Os resultados, contestados por toda a oposição e pelos observadores da sociedade civil, consagram também uma vitória folgada ao candidato presidencial do partido no poder, Daniel Chapo, e os segundos lugares a Venâncio Mondlane e ao PODEMOS, muito longe dos primeiros.
Graça Machel, carinhosamente tratada por Mamã Graça, viúva de Samora Machel, antes de qualquer reacção do Governo ou da FRELIMO, sacudiu os políticos, ao afirmar, logo de manhã, que não se pode "fazer de conta que não aconteceu nada".

Primeiro membro do seu partido a condenar o duplo homicídio, Mamã Graça falou na abertura da cerimónia alusiva aos 38 anos da morte de Samora Machel, na sequência da queda, em Mbuzini (África do Sul), do avião que o transportava de Mbala (Zâmbia) para Maputo, de regresso de uma cimeira da então Linha da Frente sobre a Luta pela Libertação da África Austral.

A viúva de Samora Machel falou em estranhas coincidências "que não são só coincidências", sublinhando que "nós não podíamos aqui, neste acto público, fazer de conta que não aconteceu nada. Aconteceu sim, e toca-nos a nós".

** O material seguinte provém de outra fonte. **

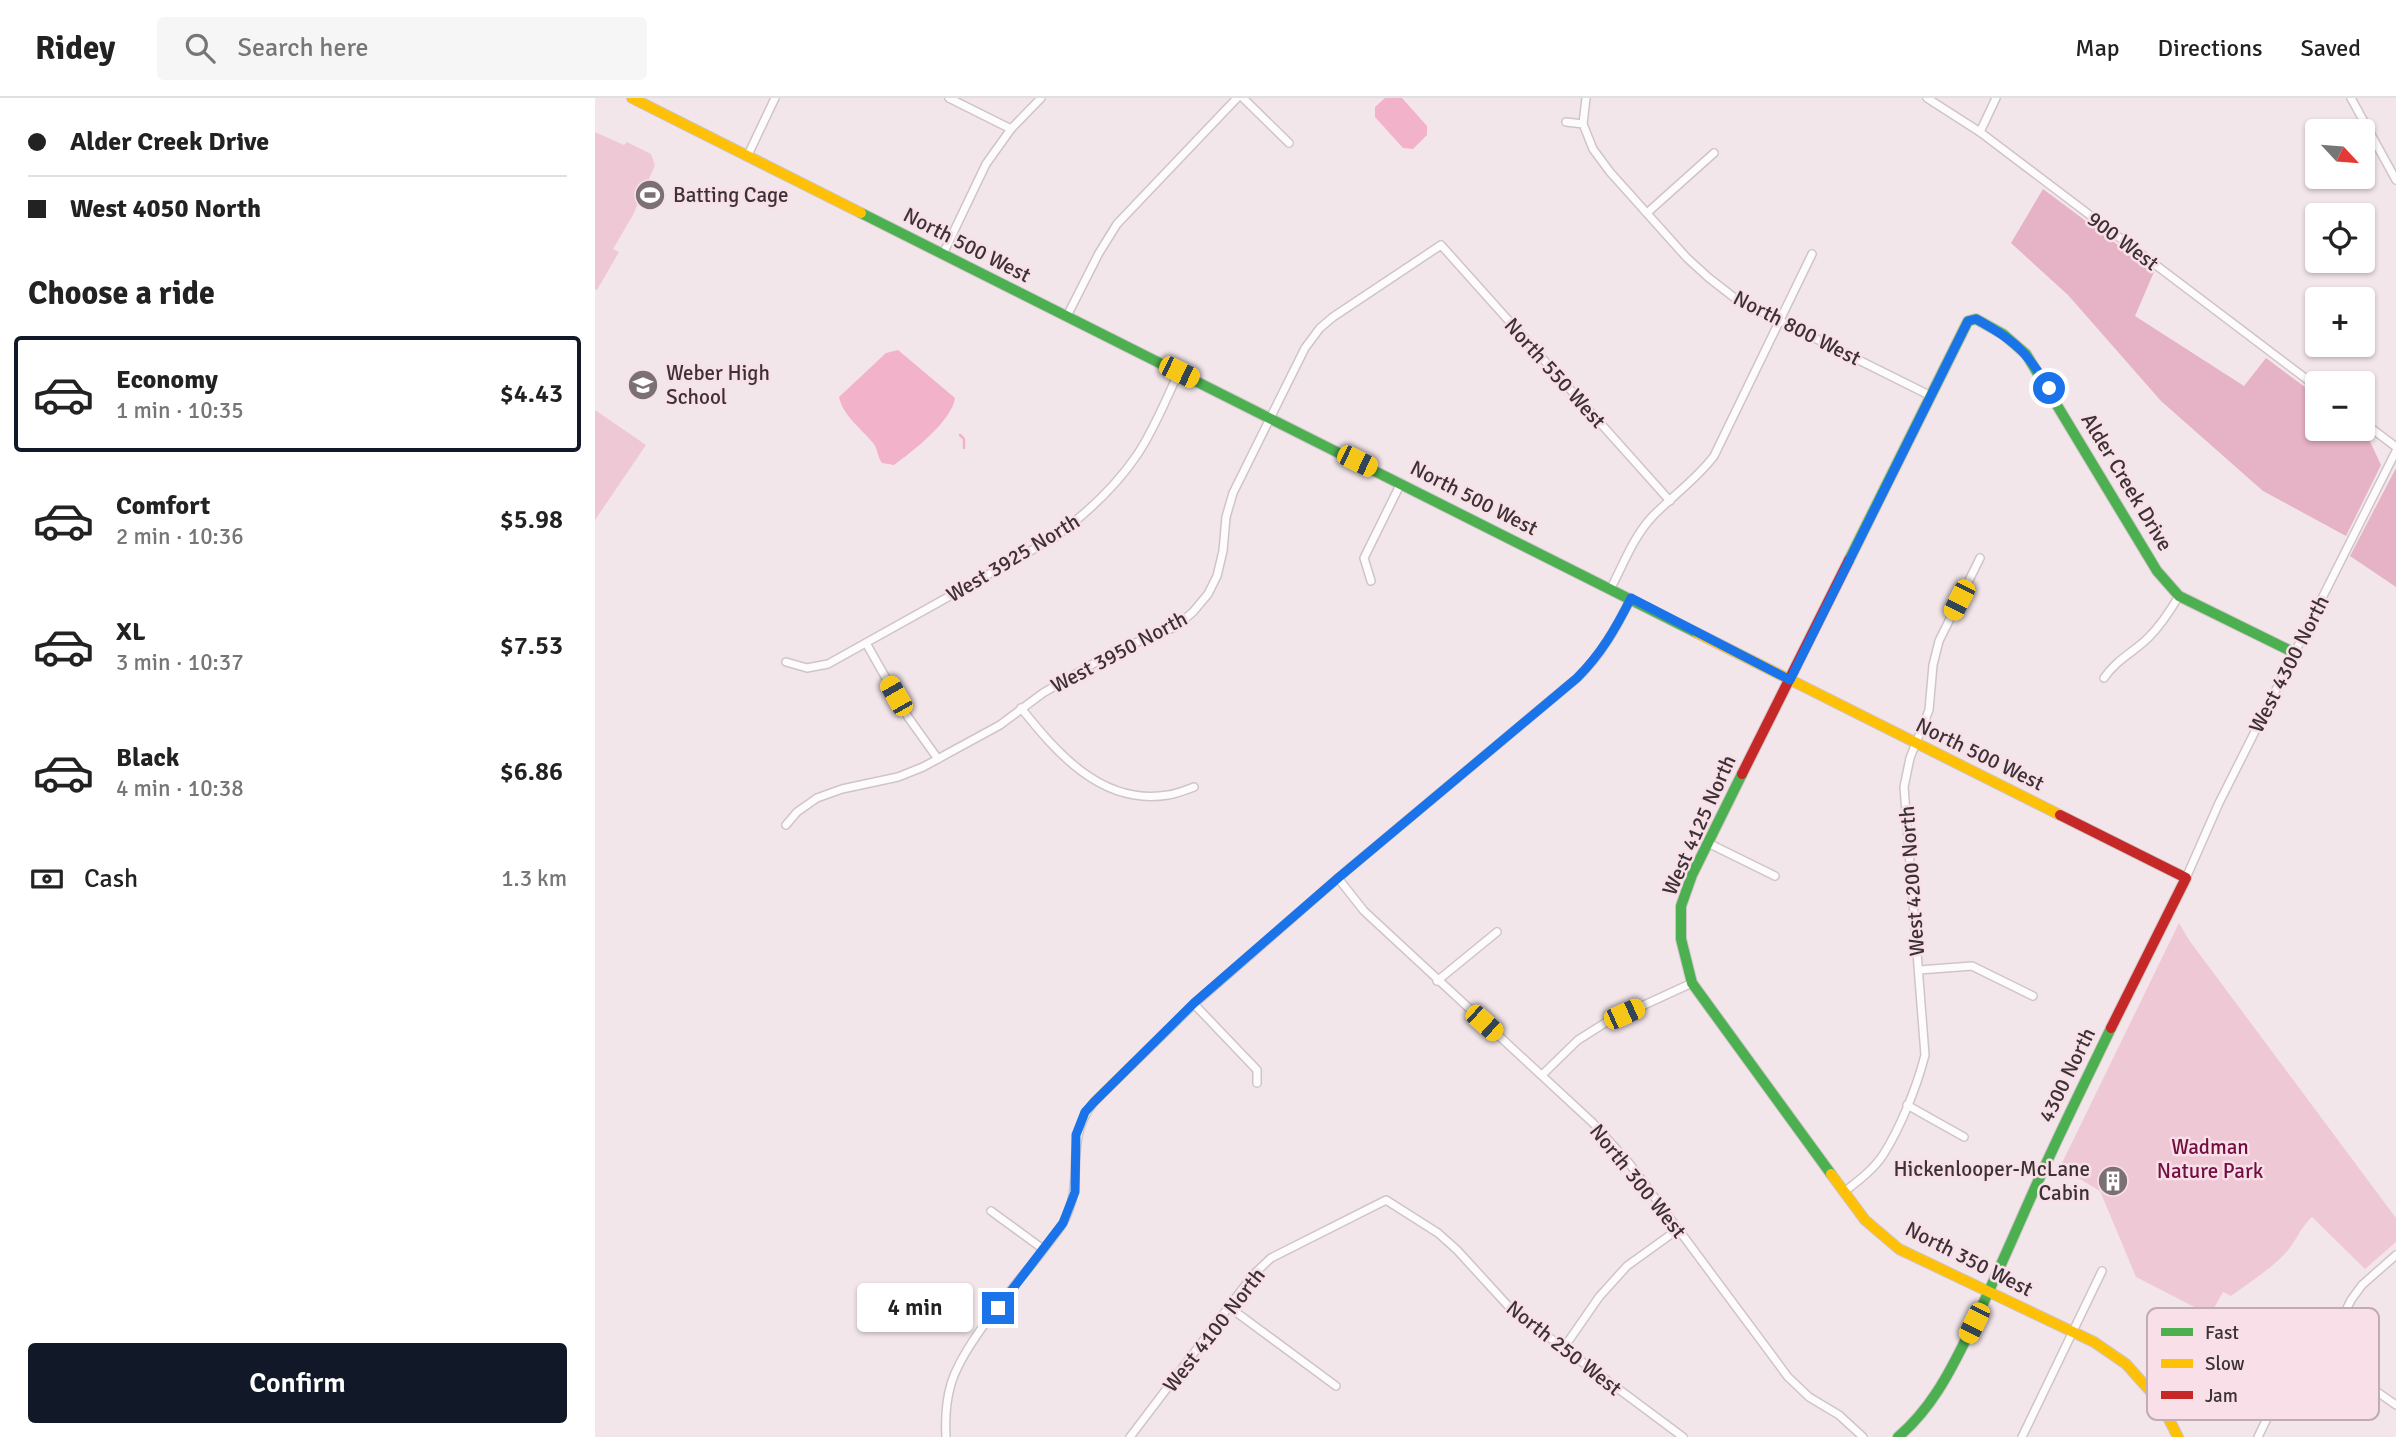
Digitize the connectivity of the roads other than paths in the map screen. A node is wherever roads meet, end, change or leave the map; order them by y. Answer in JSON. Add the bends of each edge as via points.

O assassinato ocorre num momento de tensão pós-eleitoral com toda a oposição e observadores nacionais a recusarem os resultados apresentados que contrariam as actas e editais em posse da oposição. Editais que dão vitória ao PODEMOS (Povo Optimista para o Desenvolvimento de Moçambique) e ao seu candidato presidencial, Venâncio Mondlane.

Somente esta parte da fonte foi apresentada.